The net effect is that while faculty are often under the mistaken impression that they continue to perform the duties outlined in the opening bulleted list, they in fact do not. Increasingly, the setting of academic priorities, the discharge of academic responsibilities and the establishment of the overall academic agenda is under the control of a vast, over-centralized bureaucracy of campus administrators – whose allegiance is often not to objective faculty goals but rather to narrow political agendas.

How did this come about and what are, and will be, the consequences? Here are the means by which this fundamental transformation of American academia has come about:

Societal. The movement toward centralized administrative control of academia mirrors similar trends in other facets of American society. The most obvious is the gargantuan growth in power and scope of the federal government. Americans seem to be losing faith in their society’s ability to solve its problems at the local, community or family level and, over the last 50 years, have been turning increasingly to a powerful, omnipresent, central government to manage the people’s most intimate affairs. Similar trends toward centralization of power can be observed in American corporate life, health care and the media. It’s not surprising, therefore, that a similar movement occurred in higher education. Incidentally, the same phenomenon is prevalent in K-12 education as well.
Specialization. The trend toward specialization in science, technology, even in the humanities has been well documented. The result has been the growth of little fiefdoms all over campus. In order to avoid Balkanization, all of these separate domains have been brought under the control of the all-powerful center.
Universal Higher Education. The American people have come to favor the idea of universal higher education – everyone should go to college and get a degree. It is self-evident how the movement to mass higher education has abetted the dramatic expansion of academic ‘choices’ on campus and the proliferation of specious academic programs – together with the personnel to administer them.
Money. Society has been throwing money at higher education at dizzying rates (large government and corporate grants, rapid and substantial rises in tuition and fees, generous federal and state subsidies, lavish endowments). Well, money always means
power. Often, faculty are too busy or too naïve to devote the requisite time to gain control of incoming funds. Administrators, on the other hand, are most expert at grabbing hold of and directing financial resources to their own liking.
Politics. It is well-documented that the nation’s faculty are overwhelmingly liberal in their politic outlook – especially, in the humanities and social sciences. Well, a less well-known fact is that campus administrators are even more so. This leads to faculty acquiescence toward central campus control since the overall campus milieu created by central administrators meets with faculty approval.
Secrecy and Duplicity. Campus administrators excel at creating structures, which lend the impression that faculty are in control. Universities commonly sport faculty senates, faculty advisory committees, faculty members on the Board of Regents, and various other official mechanisms, which suggest major faculty input into university governance. It’s all window dressing. The real power runs from the President down through the metastasizing labyrinth of campus administrators who make the critical decisions.

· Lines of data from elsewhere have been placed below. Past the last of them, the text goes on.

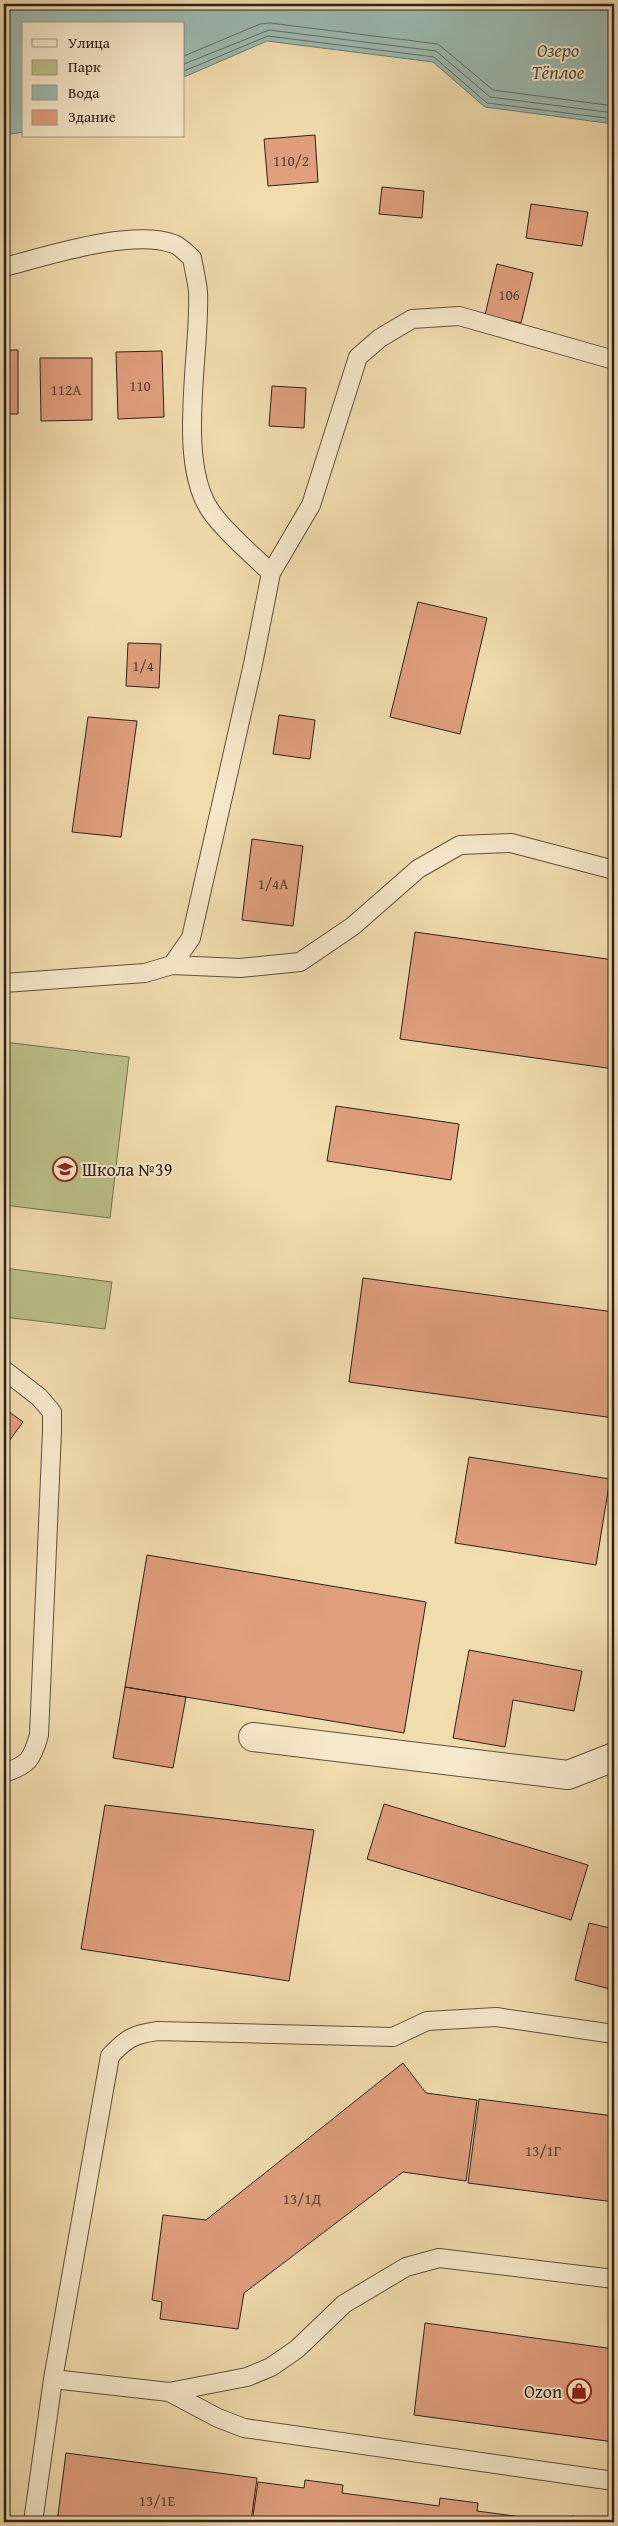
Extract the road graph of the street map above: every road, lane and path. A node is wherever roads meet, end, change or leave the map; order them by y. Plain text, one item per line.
1 (4, 267) edge
2 (614, 360) edge
3 (271, 573) junction
4 (614, 870) edge
5 (172, 965) junction
6 (4, 983) edge
7 (4, 1370) edge
8 (253, 1737) dead end
9 (614, 1757) edge
10 (4, 1773) edge
11 (614, 2034) edge
12 (614, 2279) edge
13 (53, 2379) junction
14 (169, 2392) junction
15 (614, 2481) edge
16 (33, 2522) edge

1 - 3 lane
2 - 3 lane
3 - 5 lane
4 - 5 lane
5 - 6 lane
7 - 10 lane
8 - 9 street
11 - 13 lane
12 - 14 lane
13 - 14 lane
13 - 16 lane
14 - 15 lane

Accountability. Suspicion grew over the years that life-time tenure appointments for faculty could lead to abuses (as it sometimes does). Structures were put in place to mitigate. Annual faculty activity reviews, department and program reviews and periodic academic assessments by both internal and external committees – driven by the administrative contingent – has further sapped faculty energy and power.
Hegemony and Fear. As indicated above, the liberal mindset is pervasive on campus. Administrators have devised clever and forceful methods to ensure that it stays that way. Faculty who buck it are ostracized, sometimes even forced out. More commonly faculty dissidents are cowed and silenced by the threat to their career posed by past ostracization of those who flaunted their opposition. Heaven help those, for example, who fail to genuflect to the Diversity regime imposed by campus administrators.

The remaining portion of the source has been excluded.